For AdamW, optimizer state can dominate memory at scale. Techniques such as sharding, mixed precision, and ZeRO-style partitioning are responses to this accounting problem.

Data loading

Tokenized datasets are often stored as arrays and read with memory mapping:

import numpy as np

tokens = np.memmap("tokens.bin", dtype=np.uint16, mode="r")

Batch sampling is usually slice-based:

ix = torch.randint(len(tokens) - seq_len, (batch_size,))
x = torch.stack([torch.from_numpy(tokens[i : i + seq_len].astype("int64")) for i in ix])
y = torch.stack([torch.from_numpy(tokens[i + 1 : i + 1 + seq_len].astype("int64")) for i in ix])

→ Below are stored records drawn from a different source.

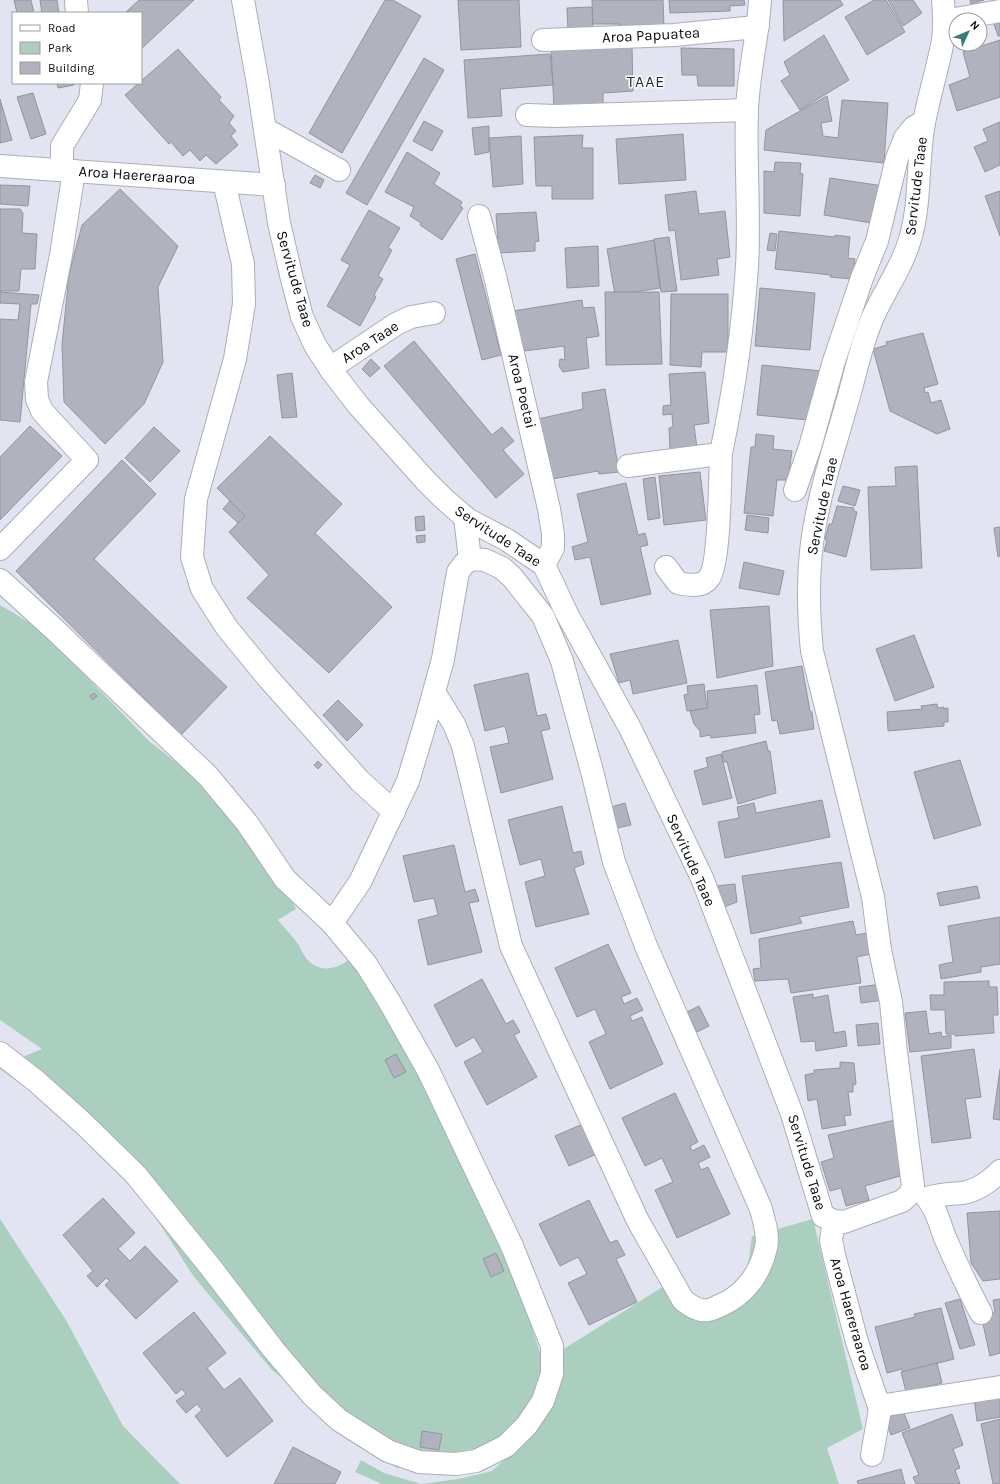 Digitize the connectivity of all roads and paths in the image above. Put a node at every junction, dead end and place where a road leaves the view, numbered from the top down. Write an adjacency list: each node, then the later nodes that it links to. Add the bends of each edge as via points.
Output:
1 (76, 0): 6 (street)
2 (243, 0): 13 (street, Servitude Taae)
3 (760, 0): 7 (street)
4 (944, 11): 5 (street); 12 (street, Servitude Taae, via 943,39)
5 (1000, 11)
6 (77, 12)
7 (758, 26): 8 (street, Aroa Papuatea, via 674,34); 10 (street, via 750,71)
8 (543, 40)
9 (92, 84): 15 (street, via 90,100 62,146)
10 (747, 110): 11 (street); 22 (street, via 747,264 744,309)
11 (527, 115)
12 (924, 122): 24 (street, via 914,127 905,138 897,158 877,241 834,361); 36 (street, Servitude Taae, via 911,236 896,275 872,320 820,500 810,563 809,617 812,651 873,898 891,1002 913,1186)
13 (265, 129): 16 (street); 18 (street, Servitude Taae)
14 (0, 166): 15 (street, Aroa Haereraaroa)
15 (68, 170): 17 (street, Aroa Haereraaroa); 26 (street, via 61,255 36,382 37,399 42,411 87,460)
16 (340, 170)
17 (224, 182): 18 (street, Aroa Haereraaroa); 32 (street, via 243,264 244,304 236,359 196,499 192,556 202,589 227,628 360,781)
18 (274, 185): 21 (street, Servitude Taae, via 279,223 302,316 315,345)
19 (479, 216): 28 (street, Aroa Poetai, via 549,509 553,548)
20 (434, 313): 21 (street, Aroa Taae, via 411,317 396,324)
21 (331, 370): 25 (street, Servitude Taae, via 358,405 425,480)
22 (721, 453): 23 (street); 29 (street, via 716,557 710,578 702,584 690,586 678,583)
23 (628, 466)
24 (796, 490)
25 (465, 517): 27 (street); 28 (street, Servitude Taae, via 507,540)
26 (0, 549)
27 (470, 560): 31 (street, via 458,572 443,659); 31 (street, via 485,560 502,568 543,616 562,661 614,862 646,946 761,1208 767,1234 767,1247 762,1264 746,1288 730,1302 707,1311 691,1307 683,1300 638,1221 511,946 463,746 454,724)
28 (544, 565): 37 (street, Servitude Taae, via 567,614 631,730 702,878 792,1114 823,1216)
29 (666, 567)
30 (0, 580): 33 (street, via 208,776 247,822 285,879)
31 (434, 692): 32 (street, via 408,781)
32 (394, 812): 33 (street, via 360,882)
33 (332, 923): 34 (street, via 366,964 428,1070 512,1246 552,1346 552,1374 543,1401 527,1425 506,1446 476,1461 456,1464 419,1462 388,1451 339,1420 312,1395 273,1348 136,1175 84,1124)
34 (0, 1053)
35 (1000, 1171): 36 (street, via 986,1183 964,1193)
36 (919, 1196): 37 (street, Servitude Taae, via 844,1222); 38 (street, via 932,1204 968,1289)
37 (834, 1220): 40 (street, Aroa Haereraaroa, via 831,1240 834,1255 857,1342)
38 (981, 1313)
39 (1000, 1388): 40 (street)
40 (879, 1406): 41 (street, Aroa Haereraaroa)
41 (872, 1455)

The data path should be measured. A perfect model kernel still idles if batches arrive late.

Training loop checklist

A minimal loop has more moving parts than the word “loop” suggests:

model.train()

for step in range(num_steps):
    x, y = next_batch()
    logits = model(x)
    loss = loss_fn(logits, y)

    optimizer.zero_grad(set_to_none=True)
    loss.backward()
    optimizer.step()

The production version also needs:

deterministic seed policy where possible;
gradient clipping if needed;
mixed precision recipe;
checkpoint save and load;
learning-rate schedule;
evaluation cadence;
logging;
failure recovery.

Checkpointing

A useful checkpoint should include enough state to resume:

torch.save(
    {
        "model": model.state_dict(),
        "optimizer": optimizer.state_dict(),
        "step": step,
        "rng_state": torch.get_rng_state(),
    },
    "checkpoint.pt",
)

If training cannot resume faithfully, the checkpoint is only a snapshot, not recovery infrastructure.

Mixed precision

Mixed precision trades numeric format for speed and memory.

The key distinction:

compute dtype: often bf16/fp16
master state: may remain fp32
optimizer state: often fp32 or carefully managed

The practical rule is to treat mixed precision as a recipe, not a single switch. The right recipe depends on hardware, model scale, optimizer, normalization, and loss behavior.

What I want to remember

Lecture 2 is a discipline lecture. It teaches that training systems should be estimated before they are debugged.

The compact review:

memory = numel * element_size
matmul FLOPs = 2mkn
training FLOPs ~= 6 * parameters * tokens
MFU = actual useful FLOP/s / hardware peak FLOP/s
AdamW naive fp32 state ~= 16 bytes per parameter

And the real lesson:

Large-model training is not just model design. It is resource accounting under uncertainty.